REQUIRED ACTION ▸
Please give the data again in full, exactly as provided.

..........

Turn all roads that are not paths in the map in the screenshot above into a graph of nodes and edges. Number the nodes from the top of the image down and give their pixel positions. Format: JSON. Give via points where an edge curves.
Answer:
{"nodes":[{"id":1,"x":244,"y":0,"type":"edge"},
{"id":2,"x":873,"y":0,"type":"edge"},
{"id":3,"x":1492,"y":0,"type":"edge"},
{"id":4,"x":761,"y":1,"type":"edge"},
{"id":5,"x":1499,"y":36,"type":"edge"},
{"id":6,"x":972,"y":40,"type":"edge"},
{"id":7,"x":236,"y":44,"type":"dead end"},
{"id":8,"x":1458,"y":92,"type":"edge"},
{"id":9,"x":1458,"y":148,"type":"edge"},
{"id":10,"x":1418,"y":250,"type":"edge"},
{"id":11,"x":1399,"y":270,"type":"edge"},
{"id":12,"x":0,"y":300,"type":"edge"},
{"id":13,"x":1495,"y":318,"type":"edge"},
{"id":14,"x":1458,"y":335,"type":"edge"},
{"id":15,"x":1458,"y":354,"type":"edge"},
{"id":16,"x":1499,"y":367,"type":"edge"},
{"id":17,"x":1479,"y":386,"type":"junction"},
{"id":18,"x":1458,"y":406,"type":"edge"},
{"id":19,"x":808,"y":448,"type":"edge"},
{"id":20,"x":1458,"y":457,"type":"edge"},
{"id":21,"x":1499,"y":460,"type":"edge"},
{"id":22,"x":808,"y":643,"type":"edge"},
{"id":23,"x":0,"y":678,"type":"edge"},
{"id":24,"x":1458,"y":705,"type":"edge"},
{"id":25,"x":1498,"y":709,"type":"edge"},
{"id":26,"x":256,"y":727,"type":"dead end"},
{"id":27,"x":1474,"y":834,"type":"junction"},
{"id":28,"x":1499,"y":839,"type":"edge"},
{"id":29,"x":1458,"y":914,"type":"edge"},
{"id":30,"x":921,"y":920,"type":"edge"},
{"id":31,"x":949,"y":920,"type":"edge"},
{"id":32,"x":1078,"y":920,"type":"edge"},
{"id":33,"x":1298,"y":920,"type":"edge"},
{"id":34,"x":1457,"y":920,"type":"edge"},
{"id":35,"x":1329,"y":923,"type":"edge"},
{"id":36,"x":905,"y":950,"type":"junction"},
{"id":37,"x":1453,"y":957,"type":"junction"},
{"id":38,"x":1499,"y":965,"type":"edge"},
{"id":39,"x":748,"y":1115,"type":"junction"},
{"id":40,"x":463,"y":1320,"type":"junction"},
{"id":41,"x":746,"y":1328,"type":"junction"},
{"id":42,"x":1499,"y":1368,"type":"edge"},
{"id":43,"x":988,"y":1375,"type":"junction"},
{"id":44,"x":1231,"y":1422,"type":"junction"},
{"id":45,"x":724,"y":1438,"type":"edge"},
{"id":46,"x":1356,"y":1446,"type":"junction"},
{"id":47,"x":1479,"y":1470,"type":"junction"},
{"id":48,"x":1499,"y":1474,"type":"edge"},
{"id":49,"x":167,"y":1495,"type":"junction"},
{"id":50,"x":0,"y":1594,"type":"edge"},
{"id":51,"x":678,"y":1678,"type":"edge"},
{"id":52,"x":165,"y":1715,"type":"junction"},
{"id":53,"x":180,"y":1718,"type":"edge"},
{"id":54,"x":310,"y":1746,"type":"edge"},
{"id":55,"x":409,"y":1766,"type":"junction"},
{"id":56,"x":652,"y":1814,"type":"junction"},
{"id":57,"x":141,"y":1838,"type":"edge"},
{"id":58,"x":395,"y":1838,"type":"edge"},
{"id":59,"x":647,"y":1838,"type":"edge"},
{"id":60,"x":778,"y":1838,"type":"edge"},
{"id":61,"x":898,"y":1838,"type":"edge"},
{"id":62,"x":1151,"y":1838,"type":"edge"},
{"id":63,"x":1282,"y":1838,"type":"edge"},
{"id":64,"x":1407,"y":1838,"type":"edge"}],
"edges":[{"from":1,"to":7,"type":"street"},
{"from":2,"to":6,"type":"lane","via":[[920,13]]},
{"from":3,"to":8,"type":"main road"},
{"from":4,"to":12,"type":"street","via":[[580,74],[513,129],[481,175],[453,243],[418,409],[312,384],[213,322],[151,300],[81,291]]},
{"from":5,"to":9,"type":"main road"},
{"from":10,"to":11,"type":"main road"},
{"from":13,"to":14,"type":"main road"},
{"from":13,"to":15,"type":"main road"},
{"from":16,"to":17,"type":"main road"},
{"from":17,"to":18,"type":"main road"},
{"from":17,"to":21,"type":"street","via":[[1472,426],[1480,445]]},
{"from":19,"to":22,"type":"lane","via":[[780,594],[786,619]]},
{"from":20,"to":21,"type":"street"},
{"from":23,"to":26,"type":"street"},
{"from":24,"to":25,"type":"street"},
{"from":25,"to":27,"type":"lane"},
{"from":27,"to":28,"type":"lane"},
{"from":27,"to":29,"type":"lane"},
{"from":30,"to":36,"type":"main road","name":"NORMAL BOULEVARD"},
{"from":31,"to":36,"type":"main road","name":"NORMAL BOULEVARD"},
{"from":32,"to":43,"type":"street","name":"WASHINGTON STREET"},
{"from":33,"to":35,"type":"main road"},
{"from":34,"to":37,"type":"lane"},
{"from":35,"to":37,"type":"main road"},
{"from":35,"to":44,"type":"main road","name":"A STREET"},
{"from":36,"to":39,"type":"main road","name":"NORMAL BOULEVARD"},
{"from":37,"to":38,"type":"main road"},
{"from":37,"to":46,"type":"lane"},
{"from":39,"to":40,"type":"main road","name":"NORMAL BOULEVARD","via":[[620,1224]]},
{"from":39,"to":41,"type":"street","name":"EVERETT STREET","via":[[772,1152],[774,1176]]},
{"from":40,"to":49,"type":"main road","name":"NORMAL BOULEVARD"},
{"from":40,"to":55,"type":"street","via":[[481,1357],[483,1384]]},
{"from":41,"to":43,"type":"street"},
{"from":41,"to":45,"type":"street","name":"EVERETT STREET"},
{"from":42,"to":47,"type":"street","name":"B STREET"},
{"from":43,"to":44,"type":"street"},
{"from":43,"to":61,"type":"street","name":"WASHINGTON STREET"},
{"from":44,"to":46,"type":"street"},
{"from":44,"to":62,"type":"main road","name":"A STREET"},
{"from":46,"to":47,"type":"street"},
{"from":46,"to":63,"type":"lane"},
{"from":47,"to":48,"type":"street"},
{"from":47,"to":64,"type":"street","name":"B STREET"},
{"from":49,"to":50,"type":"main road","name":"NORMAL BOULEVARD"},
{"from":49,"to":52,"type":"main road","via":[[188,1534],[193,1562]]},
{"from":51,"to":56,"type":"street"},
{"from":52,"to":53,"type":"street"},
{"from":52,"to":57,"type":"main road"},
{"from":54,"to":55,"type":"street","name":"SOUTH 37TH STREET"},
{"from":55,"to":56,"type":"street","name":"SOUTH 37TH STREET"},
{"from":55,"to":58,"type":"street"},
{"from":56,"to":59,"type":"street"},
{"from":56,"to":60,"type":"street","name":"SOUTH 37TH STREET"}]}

..........

RESPONSE TO THIS TASK ▸
Turn all roads that are not paths in the map in the screenshot above into a graph of nodes and edges. Number the nodes from the top of the image down and give their pixel positions. Format: JSON. Give via points where an edge curves.
Answer:
{"nodes":[{"id":1,"x":244,"y":0,"type":"edge"},
{"id":2,"x":873,"y":0,"type":"edge"},
{"id":3,"x":1492,"y":0,"type":"edge"},
{"id":4,"x":761,"y":1,"type":"edge"},
{"id":5,"x":1499,"y":36,"type":"edge"},
{"id":6,"x":972,"y":40,"type":"edge"},
{"id":7,"x":236,"y":44,"type":"dead end"},
{"id":8,"x":1458,"y":92,"type":"edge"},
{"id":9,"x":1458,"y":148,"type":"edge"},
{"id":10,"x":1418,"y":250,"type":"edge"},
{"id":11,"x":1399,"y":270,"type":"edge"},
{"id":12,"x":0,"y":300,"type":"edge"},
{"id":13,"x":1495,"y":318,"type":"edge"},
{"id":14,"x":1458,"y":335,"type":"edge"},
{"id":15,"x":1458,"y":354,"type":"edge"},
{"id":16,"x":1499,"y":367,"type":"edge"},
{"id":17,"x":1479,"y":386,"type":"junction"},
{"id":18,"x":1458,"y":406,"type":"edge"},
{"id":19,"x":808,"y":448,"type":"edge"},
{"id":20,"x":1458,"y":457,"type":"edge"},
{"id":21,"x":1499,"y":460,"type":"edge"},
{"id":22,"x":808,"y":643,"type":"edge"},
{"id":23,"x":0,"y":678,"type":"edge"},
{"id":24,"x":1458,"y":705,"type":"edge"},
{"id":25,"x":1498,"y":709,"type":"edge"},
{"id":26,"x":256,"y":727,"type":"dead end"},
{"id":27,"x":1474,"y":834,"type":"junction"},
{"id":28,"x":1499,"y":839,"type":"edge"},
{"id":29,"x":1458,"y":914,"type":"edge"},
{"id":30,"x":921,"y":920,"type":"edge"},
{"id":31,"x":949,"y":920,"type":"edge"},
{"id":32,"x":1078,"y":920,"type":"edge"},
{"id":33,"x":1298,"y":920,"type":"edge"},
{"id":34,"x":1457,"y":920,"type":"edge"},
{"id":35,"x":1329,"y":923,"type":"edge"},
{"id":36,"x":905,"y":950,"type":"junction"},
{"id":37,"x":1453,"y":957,"type":"junction"},
{"id":38,"x":1499,"y":965,"type":"edge"},
{"id":39,"x":748,"y":1115,"type":"junction"},
{"id":40,"x":463,"y":1320,"type":"junction"},
{"id":41,"x":746,"y":1328,"type":"junction"},
{"id":42,"x":1499,"y":1368,"type":"edge"},
{"id":43,"x":988,"y":1375,"type":"junction"},
{"id":44,"x":1231,"y":1422,"type":"junction"},
{"id":45,"x":724,"y":1438,"type":"edge"},
{"id":46,"x":1356,"y":1446,"type":"junction"},
{"id":47,"x":1479,"y":1470,"type":"junction"},
{"id":48,"x":1499,"y":1474,"type":"edge"},
{"id":49,"x":167,"y":1495,"type":"junction"},
{"id":50,"x":0,"y":1594,"type":"edge"},
{"id":51,"x":678,"y":1678,"type":"edge"},
{"id":52,"x":165,"y":1715,"type":"junction"},
{"id":53,"x":180,"y":1718,"type":"edge"},
{"id":54,"x":310,"y":1746,"type":"edge"},
{"id":55,"x":409,"y":1766,"type":"junction"},
{"id":56,"x":652,"y":1814,"type":"junction"},
{"id":57,"x":141,"y":1838,"type":"edge"},
{"id":58,"x":395,"y":1838,"type":"edge"},
{"id":59,"x":647,"y":1838,"type":"edge"},
{"id":60,"x":778,"y":1838,"type":"edge"},
{"id":61,"x":898,"y":1838,"type":"edge"},
{"id":62,"x":1151,"y":1838,"type":"edge"},
{"id":63,"x":1282,"y":1838,"type":"edge"},
{"id":64,"x":1407,"y":1838,"type":"edge"}],
"edges":[{"from":1,"to":7,"type":"street"},
{"from":2,"to":6,"type":"lane","via":[[920,13]]},
{"from":3,"to":8,"type":"main road"},
{"from":4,"to":12,"type":"street","via":[[580,74],[513,129],[481,175],[453,243],[418,409],[312,384],[213,322],[151,300],[81,291]]},
{"from":5,"to":9,"type":"main road"},
{"from":10,"to":11,"type":"main road"},
{"from":13,"to":14,"type":"main road"},
{"from":13,"to":15,"type":"main road"},
{"from":16,"to":17,"type":"main road"},
{"from":17,"to":18,"type":"main road"},
{"from":17,"to":21,"type":"street","via":[[1472,426],[1480,445]]},
{"from":19,"to":22,"type":"lane","via":[[780,594],[786,619]]},
{"from":20,"to":21,"type":"street"},
{"from":23,"to":26,"type":"street"},
{"from":24,"to":25,"type":"street"},
{"from":25,"to":27,"type":"lane"},
{"from":27,"to":28,"type":"lane"},
{"from":27,"to":29,"type":"lane"},
{"from":30,"to":36,"type":"main road","name":"NORMAL BOULEVARD"},
{"from":31,"to":36,"type":"main road","name":"NORMAL BOULEVARD"},
{"from":32,"to":43,"type":"street","name":"WASHINGTON STREET"},
{"from":33,"to":35,"type":"main road"},
{"from":34,"to":37,"type":"lane"},
{"from":35,"to":37,"type":"main road"},
{"from":35,"to":44,"type":"main road","name":"A STREET"},
{"from":36,"to":39,"type":"main road","name":"NORMAL BOULEVARD"},
{"from":37,"to":38,"type":"main road"},
{"from":37,"to":46,"type":"lane"},
{"from":39,"to":40,"type":"main road","name":"NORMAL BOULEVARD","via":[[620,1224]]},
{"from":39,"to":41,"type":"street","name":"EVERETT STREET","via":[[772,1152],[774,1176]]},
{"from":40,"to":49,"type":"main road","name":"NORMAL BOULEVARD"},
{"from":40,"to":55,"type":"street","via":[[481,1357],[483,1384]]},
{"from":41,"to":43,"type":"street"},
{"from":41,"to":45,"type":"street","name":"EVERETT STREET"},
{"from":42,"to":47,"type":"street","name":"B STREET"},
{"from":43,"to":44,"type":"street"},
{"from":43,"to":61,"type":"street","name":"WASHINGTON STREET"},
{"from":44,"to":46,"type":"street"},
{"from":44,"to":62,"type":"main road","name":"A STREET"},
{"from":46,"to":47,"type":"street"},
{"from":46,"to":63,"type":"lane"},
{"from":47,"to":48,"type":"street"},
{"from":47,"to":64,"type":"street","name":"B STREET"},
{"from":49,"to":50,"type":"main road","name":"NORMAL BOULEVARD"},
{"from":49,"to":52,"type":"main road","via":[[188,1534],[193,1562]]},
{"from":51,"to":56,"type":"street"},
{"from":52,"to":53,"type":"street"},
{"from":52,"to":57,"type":"main road"},
{"from":54,"to":55,"type":"street","name":"SOUTH 37TH STREET"},
{"from":55,"to":56,"type":"street","name":"SOUTH 37TH STREET"},
{"from":55,"to":58,"type":"street"},
{"from":56,"to":59,"type":"street"},
{"from":56,"to":60,"type":"street","name":"SOUTH 37TH STREET"}]}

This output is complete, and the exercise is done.